§ RECORDS FOR THE EXERCISE:
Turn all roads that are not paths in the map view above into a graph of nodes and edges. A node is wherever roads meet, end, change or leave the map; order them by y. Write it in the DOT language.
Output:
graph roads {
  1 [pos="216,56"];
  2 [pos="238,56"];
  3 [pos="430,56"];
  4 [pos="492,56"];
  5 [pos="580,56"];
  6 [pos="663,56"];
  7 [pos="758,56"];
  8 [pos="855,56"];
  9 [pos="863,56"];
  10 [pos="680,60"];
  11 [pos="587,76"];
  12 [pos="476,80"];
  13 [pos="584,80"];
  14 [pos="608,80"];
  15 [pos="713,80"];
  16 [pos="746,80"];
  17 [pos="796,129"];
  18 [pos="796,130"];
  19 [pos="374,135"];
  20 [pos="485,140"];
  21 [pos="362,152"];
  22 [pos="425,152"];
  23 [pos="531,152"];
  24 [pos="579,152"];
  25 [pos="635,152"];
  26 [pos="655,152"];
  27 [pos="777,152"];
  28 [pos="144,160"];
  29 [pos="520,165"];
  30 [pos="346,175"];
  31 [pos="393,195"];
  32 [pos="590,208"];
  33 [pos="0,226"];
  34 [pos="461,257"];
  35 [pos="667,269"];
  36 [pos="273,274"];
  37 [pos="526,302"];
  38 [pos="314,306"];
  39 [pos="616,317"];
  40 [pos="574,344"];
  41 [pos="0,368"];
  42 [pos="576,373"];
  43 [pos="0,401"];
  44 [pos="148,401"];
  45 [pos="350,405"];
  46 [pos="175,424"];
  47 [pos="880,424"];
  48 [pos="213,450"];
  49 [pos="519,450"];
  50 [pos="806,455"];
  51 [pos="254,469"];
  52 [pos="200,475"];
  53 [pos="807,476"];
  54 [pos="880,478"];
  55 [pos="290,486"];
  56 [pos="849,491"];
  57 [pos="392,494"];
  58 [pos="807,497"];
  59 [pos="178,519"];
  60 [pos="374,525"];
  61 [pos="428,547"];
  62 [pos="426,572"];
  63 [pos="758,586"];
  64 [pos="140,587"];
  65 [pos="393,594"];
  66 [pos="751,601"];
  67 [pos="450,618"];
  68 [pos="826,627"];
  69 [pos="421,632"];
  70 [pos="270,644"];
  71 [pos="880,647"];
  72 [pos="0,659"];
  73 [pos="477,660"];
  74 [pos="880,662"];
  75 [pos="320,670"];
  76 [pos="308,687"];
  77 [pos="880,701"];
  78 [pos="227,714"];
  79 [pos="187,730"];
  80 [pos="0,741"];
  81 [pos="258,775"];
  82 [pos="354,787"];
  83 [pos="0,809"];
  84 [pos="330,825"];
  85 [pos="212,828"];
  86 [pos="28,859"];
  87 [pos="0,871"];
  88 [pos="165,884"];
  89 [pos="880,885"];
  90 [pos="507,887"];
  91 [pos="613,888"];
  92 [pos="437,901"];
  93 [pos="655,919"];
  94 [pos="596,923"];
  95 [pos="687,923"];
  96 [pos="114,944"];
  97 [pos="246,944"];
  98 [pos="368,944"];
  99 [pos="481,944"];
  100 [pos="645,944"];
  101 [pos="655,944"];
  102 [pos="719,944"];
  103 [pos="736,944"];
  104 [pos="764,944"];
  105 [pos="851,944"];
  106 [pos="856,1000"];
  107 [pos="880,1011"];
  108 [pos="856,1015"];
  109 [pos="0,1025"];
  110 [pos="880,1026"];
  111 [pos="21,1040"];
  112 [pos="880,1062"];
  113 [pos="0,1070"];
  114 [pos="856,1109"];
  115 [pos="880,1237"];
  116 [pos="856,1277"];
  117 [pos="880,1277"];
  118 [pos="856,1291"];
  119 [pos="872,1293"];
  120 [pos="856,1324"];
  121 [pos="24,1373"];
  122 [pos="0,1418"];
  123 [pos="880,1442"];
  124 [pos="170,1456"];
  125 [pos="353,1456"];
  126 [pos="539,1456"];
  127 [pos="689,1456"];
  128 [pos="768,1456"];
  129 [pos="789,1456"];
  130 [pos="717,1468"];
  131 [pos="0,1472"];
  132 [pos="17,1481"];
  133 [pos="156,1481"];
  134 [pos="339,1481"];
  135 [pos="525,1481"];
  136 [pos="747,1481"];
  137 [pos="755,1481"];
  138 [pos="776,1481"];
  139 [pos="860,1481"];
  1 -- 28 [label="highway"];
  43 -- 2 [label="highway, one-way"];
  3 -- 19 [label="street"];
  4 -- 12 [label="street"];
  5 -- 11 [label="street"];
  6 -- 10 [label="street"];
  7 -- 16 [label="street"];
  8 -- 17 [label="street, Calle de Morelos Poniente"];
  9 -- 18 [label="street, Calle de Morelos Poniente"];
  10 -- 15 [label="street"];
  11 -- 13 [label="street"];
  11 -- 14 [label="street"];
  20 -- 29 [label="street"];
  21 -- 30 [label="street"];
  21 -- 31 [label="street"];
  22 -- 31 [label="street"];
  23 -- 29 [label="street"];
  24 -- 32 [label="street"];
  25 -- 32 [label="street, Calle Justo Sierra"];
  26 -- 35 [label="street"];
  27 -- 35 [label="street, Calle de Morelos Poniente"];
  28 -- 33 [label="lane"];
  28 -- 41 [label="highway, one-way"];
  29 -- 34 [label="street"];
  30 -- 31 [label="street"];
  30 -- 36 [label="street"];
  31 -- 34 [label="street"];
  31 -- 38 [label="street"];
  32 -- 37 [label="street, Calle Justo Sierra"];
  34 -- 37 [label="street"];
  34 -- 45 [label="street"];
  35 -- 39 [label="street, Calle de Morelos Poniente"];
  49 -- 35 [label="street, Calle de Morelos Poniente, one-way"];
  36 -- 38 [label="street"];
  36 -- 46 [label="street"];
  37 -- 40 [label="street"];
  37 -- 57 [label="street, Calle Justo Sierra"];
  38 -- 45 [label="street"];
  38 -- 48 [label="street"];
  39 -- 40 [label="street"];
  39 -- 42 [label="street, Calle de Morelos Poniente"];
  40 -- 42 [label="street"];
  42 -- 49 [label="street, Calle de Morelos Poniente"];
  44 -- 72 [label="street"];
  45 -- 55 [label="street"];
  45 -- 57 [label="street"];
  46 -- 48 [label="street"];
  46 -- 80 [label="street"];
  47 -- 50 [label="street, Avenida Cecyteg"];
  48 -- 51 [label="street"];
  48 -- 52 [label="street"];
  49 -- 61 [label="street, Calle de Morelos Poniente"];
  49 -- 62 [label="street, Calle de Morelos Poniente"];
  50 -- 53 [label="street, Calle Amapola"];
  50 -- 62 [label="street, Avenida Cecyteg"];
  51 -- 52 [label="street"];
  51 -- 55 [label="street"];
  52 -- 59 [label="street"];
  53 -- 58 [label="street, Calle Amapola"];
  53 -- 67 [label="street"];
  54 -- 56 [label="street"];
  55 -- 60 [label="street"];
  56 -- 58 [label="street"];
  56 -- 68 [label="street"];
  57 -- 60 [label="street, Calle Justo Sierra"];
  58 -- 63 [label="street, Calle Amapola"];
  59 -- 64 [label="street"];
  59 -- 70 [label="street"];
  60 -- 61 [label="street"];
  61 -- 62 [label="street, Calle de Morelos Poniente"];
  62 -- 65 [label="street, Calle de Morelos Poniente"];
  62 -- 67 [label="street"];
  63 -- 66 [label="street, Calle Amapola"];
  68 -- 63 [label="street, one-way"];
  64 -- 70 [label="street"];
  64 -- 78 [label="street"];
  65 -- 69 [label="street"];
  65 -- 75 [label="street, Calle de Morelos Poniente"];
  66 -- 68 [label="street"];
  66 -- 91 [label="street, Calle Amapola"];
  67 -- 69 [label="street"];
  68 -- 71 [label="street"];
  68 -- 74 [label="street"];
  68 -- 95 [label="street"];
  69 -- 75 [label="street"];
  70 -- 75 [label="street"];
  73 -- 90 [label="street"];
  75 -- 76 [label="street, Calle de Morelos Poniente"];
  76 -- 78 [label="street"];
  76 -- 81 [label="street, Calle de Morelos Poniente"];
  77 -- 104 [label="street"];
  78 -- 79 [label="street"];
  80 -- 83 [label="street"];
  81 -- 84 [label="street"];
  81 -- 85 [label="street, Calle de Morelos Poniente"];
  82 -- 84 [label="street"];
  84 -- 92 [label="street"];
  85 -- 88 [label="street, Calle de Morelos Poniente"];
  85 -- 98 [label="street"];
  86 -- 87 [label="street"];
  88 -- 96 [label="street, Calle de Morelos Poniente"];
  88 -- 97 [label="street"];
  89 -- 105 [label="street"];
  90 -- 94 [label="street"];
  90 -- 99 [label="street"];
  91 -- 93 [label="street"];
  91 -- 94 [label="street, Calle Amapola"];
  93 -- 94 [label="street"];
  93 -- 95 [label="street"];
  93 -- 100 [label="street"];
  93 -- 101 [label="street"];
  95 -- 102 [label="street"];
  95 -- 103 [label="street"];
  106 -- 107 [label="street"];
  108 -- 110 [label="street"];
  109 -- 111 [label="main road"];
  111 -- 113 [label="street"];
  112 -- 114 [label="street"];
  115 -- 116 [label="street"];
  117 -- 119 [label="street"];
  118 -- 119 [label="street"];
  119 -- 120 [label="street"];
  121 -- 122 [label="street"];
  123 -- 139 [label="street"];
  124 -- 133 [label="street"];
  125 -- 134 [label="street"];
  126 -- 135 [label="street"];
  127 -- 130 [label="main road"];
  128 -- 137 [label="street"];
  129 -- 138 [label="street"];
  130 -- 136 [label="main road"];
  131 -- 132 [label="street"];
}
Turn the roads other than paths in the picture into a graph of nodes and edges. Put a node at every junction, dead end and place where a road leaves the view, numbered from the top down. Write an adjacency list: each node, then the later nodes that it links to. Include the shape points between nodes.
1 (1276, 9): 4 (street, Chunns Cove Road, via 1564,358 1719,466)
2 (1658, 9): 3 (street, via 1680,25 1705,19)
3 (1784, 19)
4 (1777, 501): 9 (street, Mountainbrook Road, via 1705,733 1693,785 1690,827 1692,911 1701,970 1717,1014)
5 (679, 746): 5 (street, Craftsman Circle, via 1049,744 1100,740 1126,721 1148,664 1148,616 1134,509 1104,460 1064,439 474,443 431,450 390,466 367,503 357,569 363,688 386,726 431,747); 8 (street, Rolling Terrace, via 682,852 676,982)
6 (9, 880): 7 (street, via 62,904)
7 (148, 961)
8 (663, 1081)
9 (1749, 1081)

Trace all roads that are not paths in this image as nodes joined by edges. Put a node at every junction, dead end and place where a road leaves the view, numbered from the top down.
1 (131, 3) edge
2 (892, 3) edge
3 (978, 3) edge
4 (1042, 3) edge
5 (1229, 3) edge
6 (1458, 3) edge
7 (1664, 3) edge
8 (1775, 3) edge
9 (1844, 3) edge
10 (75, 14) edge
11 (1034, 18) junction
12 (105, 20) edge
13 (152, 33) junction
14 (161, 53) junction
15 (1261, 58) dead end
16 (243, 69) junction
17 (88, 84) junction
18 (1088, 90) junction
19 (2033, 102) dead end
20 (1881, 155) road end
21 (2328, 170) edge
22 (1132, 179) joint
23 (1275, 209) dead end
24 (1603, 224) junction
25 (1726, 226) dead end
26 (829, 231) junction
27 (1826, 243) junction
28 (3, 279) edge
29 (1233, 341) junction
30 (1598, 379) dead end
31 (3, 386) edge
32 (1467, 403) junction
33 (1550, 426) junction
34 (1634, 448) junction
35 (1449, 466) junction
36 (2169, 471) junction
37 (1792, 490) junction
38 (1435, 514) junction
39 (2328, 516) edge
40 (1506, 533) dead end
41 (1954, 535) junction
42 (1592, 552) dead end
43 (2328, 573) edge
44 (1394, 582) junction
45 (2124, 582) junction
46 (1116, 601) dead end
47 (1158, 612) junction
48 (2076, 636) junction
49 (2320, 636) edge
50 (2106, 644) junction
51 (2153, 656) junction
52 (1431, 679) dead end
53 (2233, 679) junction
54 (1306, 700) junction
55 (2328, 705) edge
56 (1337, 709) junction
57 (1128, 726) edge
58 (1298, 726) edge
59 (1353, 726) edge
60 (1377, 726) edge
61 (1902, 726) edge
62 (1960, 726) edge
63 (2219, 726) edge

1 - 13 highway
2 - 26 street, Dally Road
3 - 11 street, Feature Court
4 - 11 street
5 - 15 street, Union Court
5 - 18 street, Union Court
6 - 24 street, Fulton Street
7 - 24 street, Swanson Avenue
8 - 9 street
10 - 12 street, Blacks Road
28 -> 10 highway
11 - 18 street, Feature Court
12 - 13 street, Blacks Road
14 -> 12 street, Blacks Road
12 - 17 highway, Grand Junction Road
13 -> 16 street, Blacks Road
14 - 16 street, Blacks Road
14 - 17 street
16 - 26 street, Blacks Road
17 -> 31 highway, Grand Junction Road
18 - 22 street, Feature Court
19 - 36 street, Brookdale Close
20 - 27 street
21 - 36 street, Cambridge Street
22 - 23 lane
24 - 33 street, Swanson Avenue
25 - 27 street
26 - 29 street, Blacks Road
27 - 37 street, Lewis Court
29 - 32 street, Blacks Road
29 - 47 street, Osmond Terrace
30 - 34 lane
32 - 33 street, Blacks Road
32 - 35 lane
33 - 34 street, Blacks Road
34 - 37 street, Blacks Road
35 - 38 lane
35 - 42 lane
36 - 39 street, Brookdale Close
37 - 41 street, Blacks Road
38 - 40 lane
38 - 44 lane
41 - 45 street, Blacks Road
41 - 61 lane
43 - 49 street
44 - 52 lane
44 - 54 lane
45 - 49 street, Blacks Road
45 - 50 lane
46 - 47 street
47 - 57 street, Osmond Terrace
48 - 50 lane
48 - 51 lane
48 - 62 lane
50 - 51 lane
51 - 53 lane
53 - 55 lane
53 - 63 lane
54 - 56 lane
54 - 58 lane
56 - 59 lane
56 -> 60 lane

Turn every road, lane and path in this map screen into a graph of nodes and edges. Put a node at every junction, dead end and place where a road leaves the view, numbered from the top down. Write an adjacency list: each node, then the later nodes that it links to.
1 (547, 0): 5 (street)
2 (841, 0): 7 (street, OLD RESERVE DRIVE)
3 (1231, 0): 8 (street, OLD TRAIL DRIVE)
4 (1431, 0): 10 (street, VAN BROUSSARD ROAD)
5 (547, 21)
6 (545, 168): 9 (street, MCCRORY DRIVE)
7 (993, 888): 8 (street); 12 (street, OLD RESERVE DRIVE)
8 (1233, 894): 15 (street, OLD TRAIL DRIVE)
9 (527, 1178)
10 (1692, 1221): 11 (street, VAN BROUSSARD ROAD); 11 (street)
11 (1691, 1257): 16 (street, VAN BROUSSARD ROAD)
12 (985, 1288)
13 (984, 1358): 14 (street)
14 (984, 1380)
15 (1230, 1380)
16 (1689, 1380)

§ YOUR INSTRUCTIONS: In the lines above, find each one with "RESERVE" and list it.

§ RESULT OF THIS EXERCISE:
2 (841, 0): 7 (street, OLD RESERVE DRIVE)
7 (993, 888): 8 (street); 12 (street, OLD RESERVE DRIVE)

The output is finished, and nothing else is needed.